With Security Options

from fetcharoo import download_pdfs_from_webpage

# Restrict crawling to specific domains
download_pdfs_from_webpage(
    url='https://example.com',
    recursion_depth=2,
    mode='merge',
    write_dir='output',
    allowed_domains={'example.com', 'docs.example.com'},
    request_delay=1.0,  # 1 second between requests
    timeout=60  # 60 second timeout
)

Finding PDFs Without Downloading

from fetcharoo import find_pdfs_from_webpage

# Just get the list of PDF URLs
pdf_urls = find_pdfs_from_webpage(
    url='https://example.com',
    recursion_depth=1
)

for url in pdf_urls:
    print(url)

Processing PDFs Separately

from fetcharoo import find_pdfs_from_webpage, process_pdfs

# Find PDFs first
pdf_urls = find_pdfs_from_webpage('https://example.com')

# Then process them
if pdf_urls:
    success = process_pdfs(
        pdf_links=pdf_urls,
        write_dir='output',
        mode='separate'
    )

API Reference

download_pdfs_from_webpage()

Main function to find and download PDFs from a webpage.

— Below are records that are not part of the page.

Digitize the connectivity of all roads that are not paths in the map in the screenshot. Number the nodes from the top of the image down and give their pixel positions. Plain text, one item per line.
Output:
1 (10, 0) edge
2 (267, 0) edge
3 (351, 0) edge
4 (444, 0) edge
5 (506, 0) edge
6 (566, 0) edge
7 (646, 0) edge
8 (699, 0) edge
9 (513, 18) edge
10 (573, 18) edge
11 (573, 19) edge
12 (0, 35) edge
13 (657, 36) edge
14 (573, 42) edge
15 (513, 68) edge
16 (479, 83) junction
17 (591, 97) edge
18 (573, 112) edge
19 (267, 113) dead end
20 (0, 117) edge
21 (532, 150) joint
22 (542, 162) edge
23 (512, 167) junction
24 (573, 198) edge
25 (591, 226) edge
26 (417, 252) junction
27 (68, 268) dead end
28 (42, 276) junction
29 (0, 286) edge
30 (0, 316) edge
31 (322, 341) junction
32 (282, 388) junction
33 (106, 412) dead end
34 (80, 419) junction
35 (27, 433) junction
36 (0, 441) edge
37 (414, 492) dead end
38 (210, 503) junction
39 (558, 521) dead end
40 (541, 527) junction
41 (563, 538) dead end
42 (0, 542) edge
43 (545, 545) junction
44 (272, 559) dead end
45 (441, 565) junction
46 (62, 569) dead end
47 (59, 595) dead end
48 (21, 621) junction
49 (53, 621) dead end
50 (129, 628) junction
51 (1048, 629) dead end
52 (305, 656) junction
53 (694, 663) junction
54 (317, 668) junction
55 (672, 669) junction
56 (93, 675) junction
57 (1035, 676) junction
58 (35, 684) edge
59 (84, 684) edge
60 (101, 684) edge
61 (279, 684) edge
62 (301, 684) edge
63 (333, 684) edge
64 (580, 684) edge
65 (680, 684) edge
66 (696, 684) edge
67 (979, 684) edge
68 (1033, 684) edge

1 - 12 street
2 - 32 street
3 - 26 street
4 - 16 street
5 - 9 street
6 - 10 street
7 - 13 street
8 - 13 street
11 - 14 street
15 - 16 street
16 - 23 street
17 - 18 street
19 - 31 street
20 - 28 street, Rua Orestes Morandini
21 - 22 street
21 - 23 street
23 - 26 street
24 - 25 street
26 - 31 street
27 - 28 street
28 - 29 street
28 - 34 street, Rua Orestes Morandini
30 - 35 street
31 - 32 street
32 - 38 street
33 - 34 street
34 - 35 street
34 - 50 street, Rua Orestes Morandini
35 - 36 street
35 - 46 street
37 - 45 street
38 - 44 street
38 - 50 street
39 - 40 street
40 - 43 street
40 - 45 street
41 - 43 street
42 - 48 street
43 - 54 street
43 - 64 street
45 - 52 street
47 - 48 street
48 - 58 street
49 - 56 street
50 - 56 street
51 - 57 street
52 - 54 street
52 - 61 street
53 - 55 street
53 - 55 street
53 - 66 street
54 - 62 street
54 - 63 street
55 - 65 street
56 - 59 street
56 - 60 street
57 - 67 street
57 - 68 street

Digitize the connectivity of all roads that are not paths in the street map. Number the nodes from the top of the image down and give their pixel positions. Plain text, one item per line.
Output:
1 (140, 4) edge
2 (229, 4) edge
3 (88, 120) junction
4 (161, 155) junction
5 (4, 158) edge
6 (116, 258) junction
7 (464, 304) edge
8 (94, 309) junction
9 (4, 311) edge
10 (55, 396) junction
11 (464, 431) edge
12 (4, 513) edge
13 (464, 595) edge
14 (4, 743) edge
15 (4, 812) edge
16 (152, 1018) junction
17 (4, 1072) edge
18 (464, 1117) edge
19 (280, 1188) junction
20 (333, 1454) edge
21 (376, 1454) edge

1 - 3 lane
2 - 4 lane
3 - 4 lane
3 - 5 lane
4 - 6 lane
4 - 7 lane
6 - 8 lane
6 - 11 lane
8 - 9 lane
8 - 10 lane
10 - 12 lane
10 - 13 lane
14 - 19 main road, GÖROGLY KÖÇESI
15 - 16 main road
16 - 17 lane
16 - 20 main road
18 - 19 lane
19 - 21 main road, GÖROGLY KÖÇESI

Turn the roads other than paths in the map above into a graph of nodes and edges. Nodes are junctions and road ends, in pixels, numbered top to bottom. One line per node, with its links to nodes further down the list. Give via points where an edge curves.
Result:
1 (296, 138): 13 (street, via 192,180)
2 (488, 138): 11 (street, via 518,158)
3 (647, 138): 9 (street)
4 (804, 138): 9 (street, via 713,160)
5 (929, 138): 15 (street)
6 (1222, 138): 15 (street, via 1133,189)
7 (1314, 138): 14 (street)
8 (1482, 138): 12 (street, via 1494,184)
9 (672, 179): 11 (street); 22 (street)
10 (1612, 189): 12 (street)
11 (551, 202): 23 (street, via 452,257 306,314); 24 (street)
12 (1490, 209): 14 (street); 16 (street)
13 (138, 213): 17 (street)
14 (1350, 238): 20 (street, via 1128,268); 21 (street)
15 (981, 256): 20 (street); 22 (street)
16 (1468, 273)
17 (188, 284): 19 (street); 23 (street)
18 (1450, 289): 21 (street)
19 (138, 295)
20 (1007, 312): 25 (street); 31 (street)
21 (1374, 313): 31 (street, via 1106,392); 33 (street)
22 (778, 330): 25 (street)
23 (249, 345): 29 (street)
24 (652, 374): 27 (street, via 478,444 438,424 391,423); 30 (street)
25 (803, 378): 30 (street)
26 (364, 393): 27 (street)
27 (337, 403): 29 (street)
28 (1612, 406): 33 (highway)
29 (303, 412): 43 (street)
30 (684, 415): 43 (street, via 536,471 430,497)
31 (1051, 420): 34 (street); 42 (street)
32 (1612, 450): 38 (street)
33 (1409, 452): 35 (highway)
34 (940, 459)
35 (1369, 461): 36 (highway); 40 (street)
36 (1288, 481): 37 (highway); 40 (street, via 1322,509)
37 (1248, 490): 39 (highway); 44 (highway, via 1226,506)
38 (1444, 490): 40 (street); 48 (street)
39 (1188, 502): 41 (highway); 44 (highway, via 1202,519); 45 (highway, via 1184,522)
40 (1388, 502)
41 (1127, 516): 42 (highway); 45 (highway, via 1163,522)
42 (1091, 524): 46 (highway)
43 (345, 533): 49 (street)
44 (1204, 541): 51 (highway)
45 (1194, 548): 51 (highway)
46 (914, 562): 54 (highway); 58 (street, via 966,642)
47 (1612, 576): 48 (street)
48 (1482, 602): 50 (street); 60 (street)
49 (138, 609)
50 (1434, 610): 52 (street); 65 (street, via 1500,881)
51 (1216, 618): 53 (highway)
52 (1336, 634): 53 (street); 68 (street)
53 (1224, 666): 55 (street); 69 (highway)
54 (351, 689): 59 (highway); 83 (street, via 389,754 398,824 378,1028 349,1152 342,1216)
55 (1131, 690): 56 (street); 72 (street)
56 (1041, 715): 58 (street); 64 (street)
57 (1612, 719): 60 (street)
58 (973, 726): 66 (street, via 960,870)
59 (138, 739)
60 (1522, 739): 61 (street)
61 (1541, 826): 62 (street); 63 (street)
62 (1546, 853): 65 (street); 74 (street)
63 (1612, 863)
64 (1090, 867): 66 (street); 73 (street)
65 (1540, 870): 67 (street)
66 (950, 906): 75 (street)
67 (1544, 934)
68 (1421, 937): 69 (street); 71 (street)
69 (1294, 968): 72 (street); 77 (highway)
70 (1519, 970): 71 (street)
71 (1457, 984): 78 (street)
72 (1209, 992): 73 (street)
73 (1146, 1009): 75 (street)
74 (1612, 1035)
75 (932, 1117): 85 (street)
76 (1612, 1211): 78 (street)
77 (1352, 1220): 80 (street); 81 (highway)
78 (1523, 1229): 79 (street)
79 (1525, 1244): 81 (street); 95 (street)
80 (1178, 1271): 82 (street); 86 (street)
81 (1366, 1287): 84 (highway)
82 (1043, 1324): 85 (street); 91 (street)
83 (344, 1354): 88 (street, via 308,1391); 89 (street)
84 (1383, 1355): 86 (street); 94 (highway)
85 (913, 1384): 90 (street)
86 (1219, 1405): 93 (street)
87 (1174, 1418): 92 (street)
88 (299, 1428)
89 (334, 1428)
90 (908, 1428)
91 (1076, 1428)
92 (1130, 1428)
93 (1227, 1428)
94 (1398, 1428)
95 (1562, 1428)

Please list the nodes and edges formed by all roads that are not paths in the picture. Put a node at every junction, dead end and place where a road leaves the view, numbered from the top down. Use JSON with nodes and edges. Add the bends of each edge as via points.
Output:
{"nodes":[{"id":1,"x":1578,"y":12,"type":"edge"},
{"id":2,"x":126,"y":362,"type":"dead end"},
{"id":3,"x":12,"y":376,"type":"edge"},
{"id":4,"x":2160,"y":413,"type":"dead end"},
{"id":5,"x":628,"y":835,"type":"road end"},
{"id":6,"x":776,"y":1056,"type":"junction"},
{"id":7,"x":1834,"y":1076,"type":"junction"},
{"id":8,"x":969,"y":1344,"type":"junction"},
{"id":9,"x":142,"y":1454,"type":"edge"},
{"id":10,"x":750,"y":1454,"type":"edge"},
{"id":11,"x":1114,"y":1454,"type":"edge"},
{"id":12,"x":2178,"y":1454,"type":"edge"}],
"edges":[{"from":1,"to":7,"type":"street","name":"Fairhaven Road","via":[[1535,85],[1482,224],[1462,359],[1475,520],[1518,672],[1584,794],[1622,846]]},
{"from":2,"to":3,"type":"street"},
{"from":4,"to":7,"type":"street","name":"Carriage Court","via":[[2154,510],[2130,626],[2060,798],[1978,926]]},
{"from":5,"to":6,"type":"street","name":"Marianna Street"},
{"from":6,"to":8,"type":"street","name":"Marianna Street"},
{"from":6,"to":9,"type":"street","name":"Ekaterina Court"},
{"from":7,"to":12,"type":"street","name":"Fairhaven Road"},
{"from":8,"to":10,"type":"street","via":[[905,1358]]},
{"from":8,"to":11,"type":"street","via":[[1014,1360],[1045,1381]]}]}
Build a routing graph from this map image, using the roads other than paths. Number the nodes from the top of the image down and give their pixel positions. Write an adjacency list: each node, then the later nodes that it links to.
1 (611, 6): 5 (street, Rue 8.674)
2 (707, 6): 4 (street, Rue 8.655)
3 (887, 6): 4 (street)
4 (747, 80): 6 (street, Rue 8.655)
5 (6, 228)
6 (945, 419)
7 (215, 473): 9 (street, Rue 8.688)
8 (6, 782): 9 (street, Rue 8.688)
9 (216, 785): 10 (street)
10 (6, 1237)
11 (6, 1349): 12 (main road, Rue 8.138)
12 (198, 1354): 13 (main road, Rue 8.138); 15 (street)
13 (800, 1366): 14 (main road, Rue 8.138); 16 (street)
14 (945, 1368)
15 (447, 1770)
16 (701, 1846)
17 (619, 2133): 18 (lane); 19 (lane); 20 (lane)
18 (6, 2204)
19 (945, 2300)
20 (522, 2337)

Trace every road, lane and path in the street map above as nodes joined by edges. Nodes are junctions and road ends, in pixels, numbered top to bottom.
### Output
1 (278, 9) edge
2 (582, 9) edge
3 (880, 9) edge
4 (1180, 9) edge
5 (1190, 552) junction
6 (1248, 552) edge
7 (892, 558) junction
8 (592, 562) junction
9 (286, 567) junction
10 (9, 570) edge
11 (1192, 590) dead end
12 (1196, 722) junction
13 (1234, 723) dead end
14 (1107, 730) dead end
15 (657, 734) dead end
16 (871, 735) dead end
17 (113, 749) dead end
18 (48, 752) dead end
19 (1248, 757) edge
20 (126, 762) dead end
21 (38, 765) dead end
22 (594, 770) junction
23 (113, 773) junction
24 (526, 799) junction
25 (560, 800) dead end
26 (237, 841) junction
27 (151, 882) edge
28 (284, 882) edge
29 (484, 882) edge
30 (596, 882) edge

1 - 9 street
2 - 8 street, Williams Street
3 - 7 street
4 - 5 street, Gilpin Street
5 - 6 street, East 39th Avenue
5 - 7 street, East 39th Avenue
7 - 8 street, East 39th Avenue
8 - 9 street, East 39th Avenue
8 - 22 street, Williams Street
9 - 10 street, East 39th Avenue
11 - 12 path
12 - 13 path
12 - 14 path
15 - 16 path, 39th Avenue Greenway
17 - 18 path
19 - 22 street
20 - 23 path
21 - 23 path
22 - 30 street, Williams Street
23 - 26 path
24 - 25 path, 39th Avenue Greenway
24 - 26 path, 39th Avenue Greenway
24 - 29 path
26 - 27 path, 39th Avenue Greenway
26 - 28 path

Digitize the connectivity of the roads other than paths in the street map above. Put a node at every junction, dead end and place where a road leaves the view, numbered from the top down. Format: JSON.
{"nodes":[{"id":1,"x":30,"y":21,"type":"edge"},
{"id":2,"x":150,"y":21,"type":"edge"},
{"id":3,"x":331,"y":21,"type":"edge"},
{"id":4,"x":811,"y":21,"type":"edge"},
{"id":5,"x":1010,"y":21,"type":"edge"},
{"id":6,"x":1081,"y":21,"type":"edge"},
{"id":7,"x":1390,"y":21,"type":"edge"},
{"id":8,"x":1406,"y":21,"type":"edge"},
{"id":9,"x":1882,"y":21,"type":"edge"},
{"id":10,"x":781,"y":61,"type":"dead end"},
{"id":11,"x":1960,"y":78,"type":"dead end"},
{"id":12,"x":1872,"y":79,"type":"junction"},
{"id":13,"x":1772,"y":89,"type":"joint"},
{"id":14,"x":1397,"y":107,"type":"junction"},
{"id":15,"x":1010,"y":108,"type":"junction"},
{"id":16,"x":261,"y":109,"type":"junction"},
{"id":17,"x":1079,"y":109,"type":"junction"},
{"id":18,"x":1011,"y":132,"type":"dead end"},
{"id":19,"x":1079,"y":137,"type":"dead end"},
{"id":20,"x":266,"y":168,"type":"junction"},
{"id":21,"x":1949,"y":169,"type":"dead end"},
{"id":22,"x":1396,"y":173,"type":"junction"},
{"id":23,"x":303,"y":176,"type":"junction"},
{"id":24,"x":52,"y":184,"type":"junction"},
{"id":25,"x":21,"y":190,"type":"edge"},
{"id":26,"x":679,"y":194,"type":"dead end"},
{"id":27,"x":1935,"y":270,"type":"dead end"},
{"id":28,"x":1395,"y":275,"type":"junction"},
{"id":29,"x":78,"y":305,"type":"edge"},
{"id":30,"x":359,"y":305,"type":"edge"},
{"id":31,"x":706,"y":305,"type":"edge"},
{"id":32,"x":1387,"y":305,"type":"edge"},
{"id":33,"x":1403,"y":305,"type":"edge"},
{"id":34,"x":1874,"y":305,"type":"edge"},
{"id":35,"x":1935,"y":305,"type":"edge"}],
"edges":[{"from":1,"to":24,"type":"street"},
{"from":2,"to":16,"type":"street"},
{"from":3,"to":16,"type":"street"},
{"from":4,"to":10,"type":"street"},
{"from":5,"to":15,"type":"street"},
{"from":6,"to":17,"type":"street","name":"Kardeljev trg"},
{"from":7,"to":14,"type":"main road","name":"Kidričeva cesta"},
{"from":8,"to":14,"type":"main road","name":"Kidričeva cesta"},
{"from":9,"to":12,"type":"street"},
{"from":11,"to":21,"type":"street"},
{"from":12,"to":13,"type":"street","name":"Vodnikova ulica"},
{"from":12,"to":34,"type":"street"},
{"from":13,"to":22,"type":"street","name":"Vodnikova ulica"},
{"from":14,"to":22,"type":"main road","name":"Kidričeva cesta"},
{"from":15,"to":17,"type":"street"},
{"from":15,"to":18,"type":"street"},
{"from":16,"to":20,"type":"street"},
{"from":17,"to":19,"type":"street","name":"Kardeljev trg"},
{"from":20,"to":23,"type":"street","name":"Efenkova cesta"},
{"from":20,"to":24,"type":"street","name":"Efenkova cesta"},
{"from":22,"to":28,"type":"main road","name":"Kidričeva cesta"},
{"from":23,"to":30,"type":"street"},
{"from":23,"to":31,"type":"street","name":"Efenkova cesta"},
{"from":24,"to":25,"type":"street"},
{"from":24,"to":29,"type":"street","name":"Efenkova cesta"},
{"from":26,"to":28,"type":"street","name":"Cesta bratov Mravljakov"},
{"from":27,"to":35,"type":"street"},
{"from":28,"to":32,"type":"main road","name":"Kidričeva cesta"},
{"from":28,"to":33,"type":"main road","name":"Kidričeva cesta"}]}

Parameter Type Default Description
url str required The webpage URL to search
recursion_depth int 0 How many levels of links to follow (max 5)
mode str 'separate' 'merge' or 'separate'
write_dir str 'output' Output directory for PDFs
allowed_domains set None Restrict crawling to these domains
request_delay float 0.5 Seconds between requests
timeout int 30 Request timeout in seconds

find_pdfs_from_webpage()

Find PDF URLs without downloading.

process_pdfs()

Download and save a list of PDF URLs.

Utility Functions

  • merge_pdfs() - Merge multiple PDF documents
  • is_valid_url() - Validate URL format and scheme
  • is_safe_domain() - Check if domain is allowed
  • sanitize_filename() - Prevent path traversal attacks

Security Features

fetcharoo includes several security measures:

  • Domain restriction: Limit recursive crawling to specified domains (SSRF protection)
  • Path traversal protection: Sanitizes filenames to prevent directory escape
  • Rate limiting: Configurable delays between requests
  • Timeout handling: Prevents hanging on slow servers
  • URL validation: Only allows http/https schemes

Contributing

Contributions are welcome! Please:

  1. Fork the repository
  2. Create a feature branch
  3. Make your changes with tests
  4. Submit a pull request

License

This project is licensed under the MIT License. See the LICENSE file for details.

Author

Developed by Mark A. Lifson, Ph.D.

Project details


Download files

Download the file for your platform. If you're not sure which to choose, learn more about installing packages.

Source Distribution

fetcharoo-0.1.0.tar.gz (7.3 kB view details)

Uploaded Source

Built Distribution

If you're not sure about the file name format, learn more about wheel file names.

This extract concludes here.